Le Québec a besoin de décisions courageuses
Yves-Thomas Dorval, président du Conseil du patronat du QuébecLe Journal de Québec, 8 février 2010, p. 17
À la demande du Conseil du patronat du Québec, la firme Léger Marketing a sondé récemment 350 dirigeants d'entreprise, lesquels ont retenu les efforts et les résultats du gouvernement du Québec en vue de favoriser l'innovation, d'appuyer la liberté d'entreprise et l'entrepreneuriat, et d'assurer la mise en place d'infrastructures modernes.
Il convient donc de féliciter le gouvernement pour ses initiatives dans ces domaines et en particulier en matière de libre-échange puisque c'est sur cet enjeu qu'il obtient la plus haute note de la part des entreprises, sans doute le reflet du leadership personnel du premier ministre en vue d'élargir l'espace économique du Québec, tant à l'intérieur du Canada qu'avec la France et l'Union européenne.
Résultats mi-figue mi-raisin
Toutefois, les dirigeants d'entreprise accordent actuellement une note de 5,3 sur 10 quant à leur satisfaction globale à l'endroit du gouvernement. Comment expliquer ce résultat mi-figue mi-raisin? À notre avis, il faut y lire une volonté des chefs d'entreprise de voir le gouvernement prendre davantage de décisions courageuses pour l'avenir du Québec.

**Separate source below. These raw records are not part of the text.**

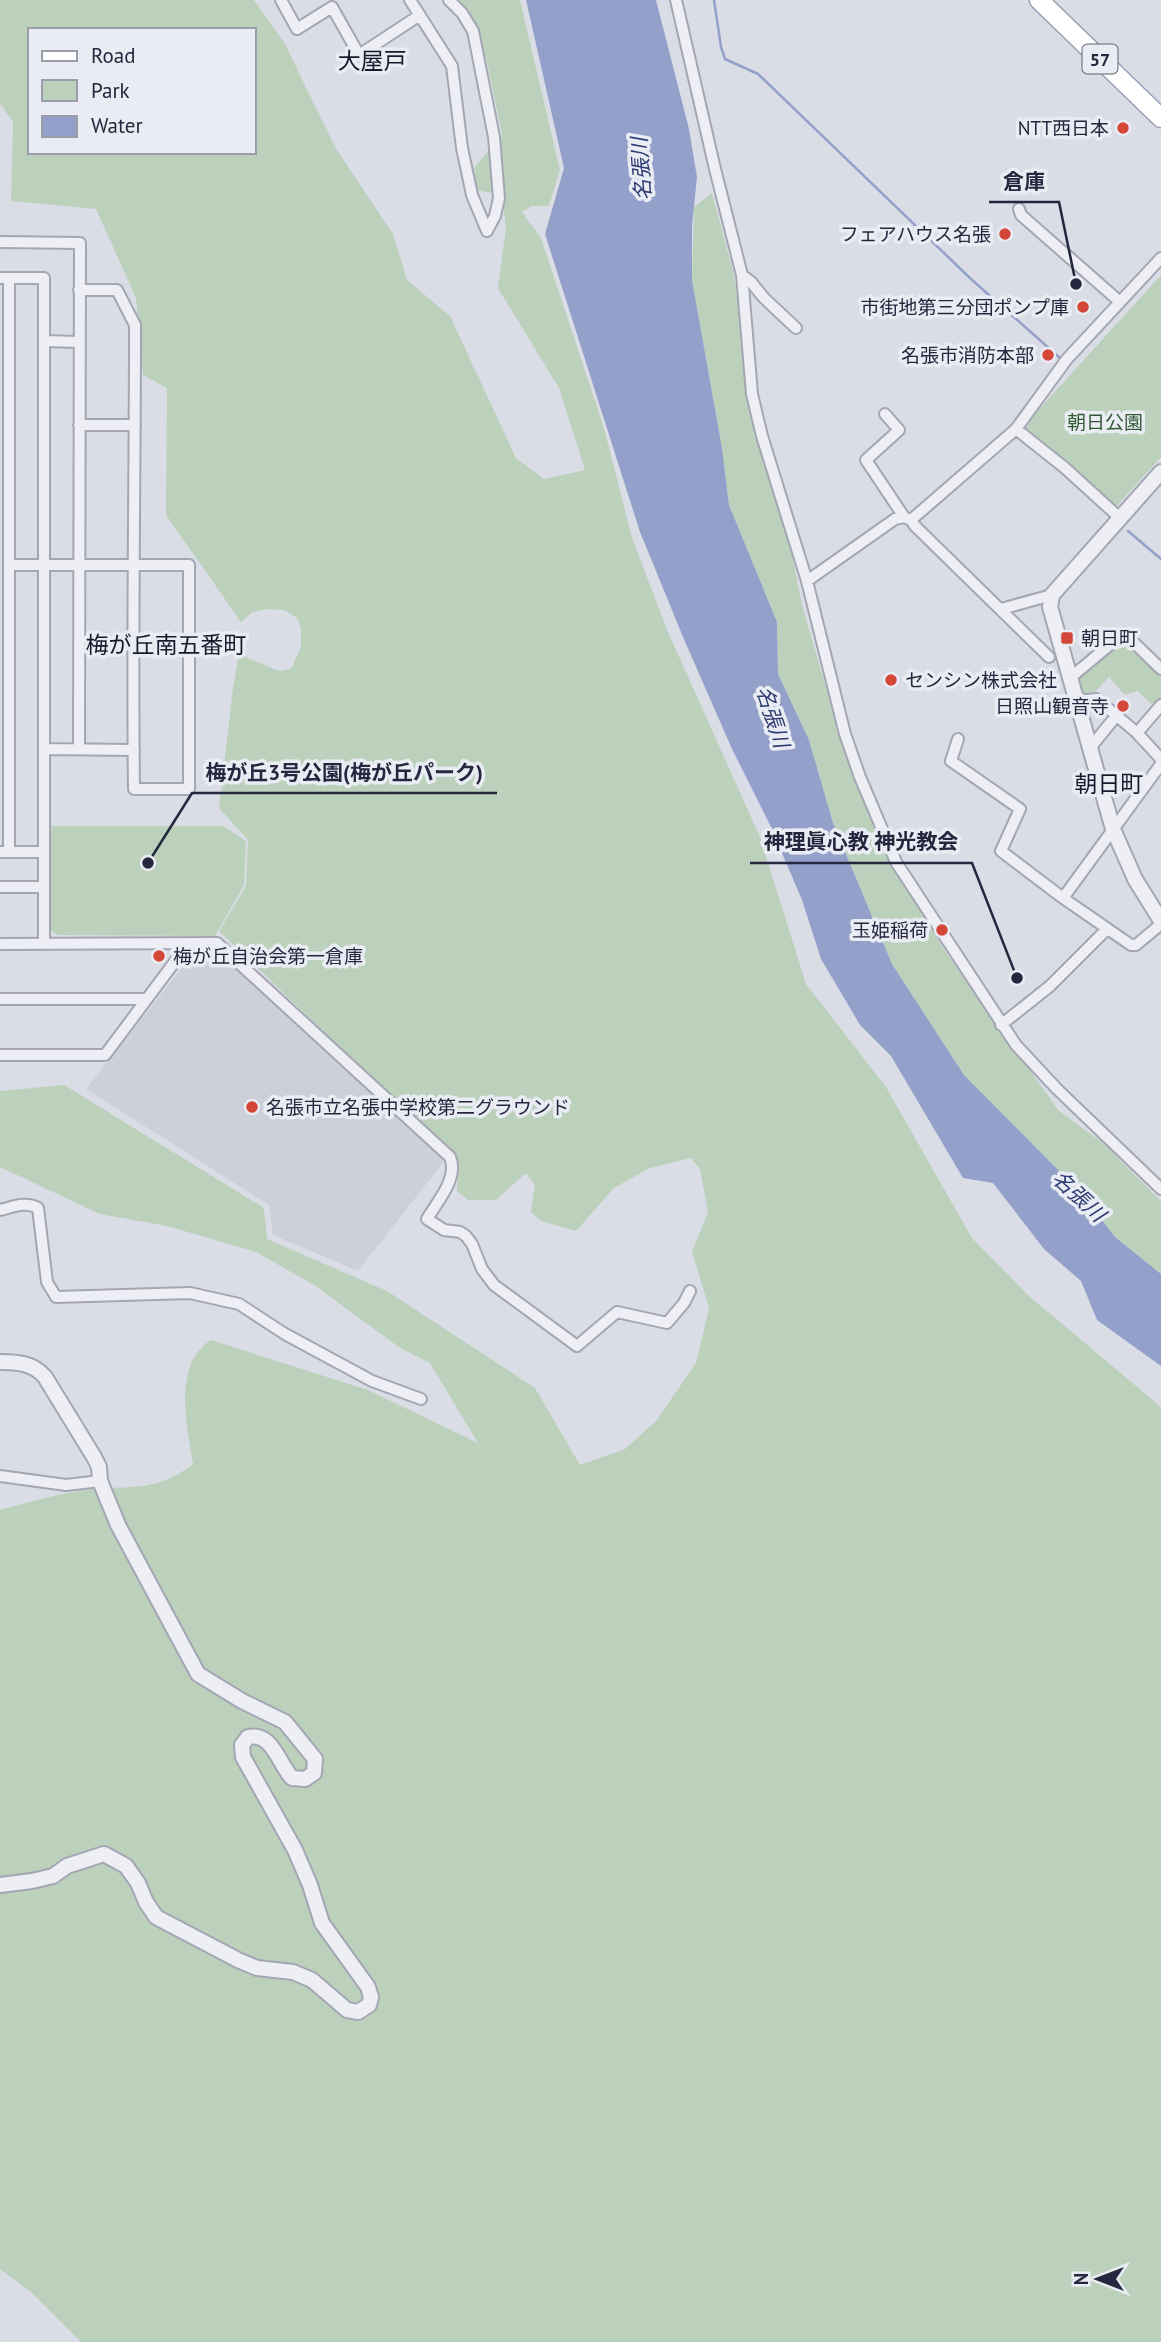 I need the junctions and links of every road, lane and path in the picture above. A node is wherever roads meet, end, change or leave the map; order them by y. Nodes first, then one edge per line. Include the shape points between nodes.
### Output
1 (281, 0) edge
2 (411, 0) edge
3 (449, 0) edge
4 (676, 0) edge
5 (1039, 0) edge
6 (420, 15) junction
7 (1161, 118) edge
8 (1019, 209) dead end
9 (0, 242) edge
10 (1161, 258) edge
11 (742, 275) junction
12 (5, 278) edge
13 (79, 290) junction
14 (1120, 302) junction
15 (5, 313) edge
16 (796, 328) dead end
17 (44, 341) junction
18 (79, 342) junction
19 (5, 369) edge
20 (885, 414) dead end
21 (5, 425) edge
22 (79, 425) junction
23 (135, 425) junction
24 (1019, 431) junction
25 (1161, 472) edge
26 (5, 479) edge
27 (907, 518) junction
28 (1121, 519) junction
29 (5, 535) edge
30 (9, 565) junction
31 (44, 565) junction
32 (79, 565) junction
33 (135, 565) junction
34 (807, 581) junction
35 (5, 595) edge
36 (1052, 595) junction
37 (1001, 609) junction
38 (5, 651) edge
39 (1049, 657) dead end
40 (1161, 669) edge
41 (1070, 678) junction
42 (1077, 701) junction
43 (1161, 705) edge
44 (5, 706) edge
45 (1116, 716) junction
46 (1137, 733) junction
47 (958, 739) dead end
48 (1090, 748) junction
49 (44, 749) junction
50 (79, 749) junction
51 (134, 750) junction
52 (1161, 758) edge
53 (5, 761) edge
54 (1161, 764) edge
55 (5, 817) edge
56 (1113, 829) junction
57 (4, 852) edge
58 (44, 852) junction
59 (0, 887) edge
60 (44, 887) junction
61 (1063, 898) junction
62 (1161, 923) edge
63 (1107, 929) junction
64 (0, 944) edge
65 (44, 944) junction
66 (188, 944) junction
67 (0, 999) edge
68 (147, 999) junction
69 (1002, 1025) junction
70 (0, 1055) edge
71 (1161, 1189) edge
72 (0, 1210) edge
73 (690, 1291) dead end
74 (0, 1363) edge
75 (421, 1399) dead end
76 (0, 1476) edge
77 (100, 1481) junction
78 (0, 1885) edge

1 - 6 street via 297,29 332,7 359,55
2 - 6 street
3 - 6 street via 473,31 492,127 499,198 486,231 462,148 452,66
4 - 11 street
5 - 7 main road, 57
8 - 14 street
9 - 13 street via 80,243
10 - 14 street
11 - 16 street
11 - 34 street via 752,394
12 - 15 street
12 - 17 street via 44,278
13 - 18 street
13 - 23 street via 117,289 135,325
14 - 24 street via 1064,364
15 - 19 street
17 - 18 street
17 - 31 street
18 - 22 street
19 - 21 street
20 - 27 street via 899,430 861,463
21 - 26 street
22 - 23 street
22 - 32 street
23 - 33 street
24 - 27 street
24 - 28 street
25 - 28 street
26 - 29 street
27 - 34 street via 886,524
27 - 37 street
28 - 36 street
29 - 30 street
30 - 31 street
30 - 35 street
31 - 32 street
31 - 49 street
32 - 33 street
32 - 50 street
33 - 51 street
33 - 51 street via 189,565 189,789 134,789
34 - 69 street via 845,734 891,850
35 - 38 street
36 - 37 street
36 - 41 street via 1051,617
37 - 39 street
38 - 44 street
40 - 41 street via 1124,632
41 - 42 street
42 - 45 street via 1097,699
42 - 48 street
43 - 46 street
44 - 53 street
45 - 46 street
45 - 48 street
46 - 52 street
47 - 61 street via 951,761 1020,809 1002,851
48 - 56 street
49 - 50 street
49 - 58 street
50 - 51 street
53 - 55 street
54 - 56 street
55 - 57 street
56 - 61 street
56 - 62 street
57 - 58 street
58 - 60 street
59 - 60 street
60 - 65 street
61 - 63 street
62 - 63 street via 1136,945
63 - 69 street via 1050,986
64 - 65 street
65 - 66 street
66 - 68 street
66 - 73 street via 217,943 450,1157 452,1176 427,1219 466,1236 494,1285 577,1346 617,1312 667,1323
67 - 68 street
68 - 70 street via 105,1055
69 - 71 street via 1032,1065
72 - 75 street via 25,1204 38,1208 47,1282 56,1297 190,1293 239,1304 372,1381
74 - 77 street via 18,1362 45,1377 94,1457
76 - 77 street via 66,1485
77 - 78 street via 118,1525 198,1674 285,1722 315,1759 314,1773 305,1779 292,1778 265,1739 248,1737 242,1745 243,1757 295,1850 322,1923 368,1987 369,2005 358,2012 347,2010 312,1980 238,1961 156,1917 126,1866 104,1854 67,1866 53,1876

En effet, si les dirigeants d'entreprise savent reconnaître les initiatives et les résultats obtenus, ils souhaitent également que le gouvernement ait le courage de prendre des décisions plus difficiles au cours des prochains mois et des prochaines années. À preuve, la majorité (62 %) des membres du CPQ pensent que les politiques publiques du Québec ont besoin de réformes fondamentales pour assurer la prospérité future du Québec, alors que seulement 4 % sont satisfaits des politiques actuelles qu'ils considèrent bonnes et suffisantes (le reste, soit moins du tiers, estime que de petits ajustements suffiront).
Un test important
Le prochain budget sera le premier rendez-vous important du gouvernement parce que c'est en matière de gestion des dépenses publiques qu'il récolte son score le plus faible (3,9 sur 10) de cette enquête. Pour le guider dans ses décisions, le gouvernement devrait tenir compte des résultats suivants :
- seulement 3 % des dirigeants estiment que la solution au déficit réside exclusivement dans l'augmentation des revenus;
- dans une proportion de 95 %, ils appuient l'idée d'un « cran d'arrêt » qui obligerait le gouvernement à identifier des réductions de dépenses équivalentes chaque fois qu'il annoncera un nouveau programme, un nouveau projet ou une nouvelle politique;
- en ce qui a trait aux taxes sur la masse salariale, seulement 7 % des entreprises sont d'avis que le gouvernement devrait continuer d'augmenter les cotisations pour rencontrer les coûts grandissants de ces programmes alors que près d'une entreprise sur quatre (39 %) est plutôt d'avis qu'il faut cesser d'augmenter les cotisations en réduisant certains bénéfices à l'intérieur de ces programmes, voire diminuer carrément les cotisations en réexaminant la structure de ces programmes (53 %).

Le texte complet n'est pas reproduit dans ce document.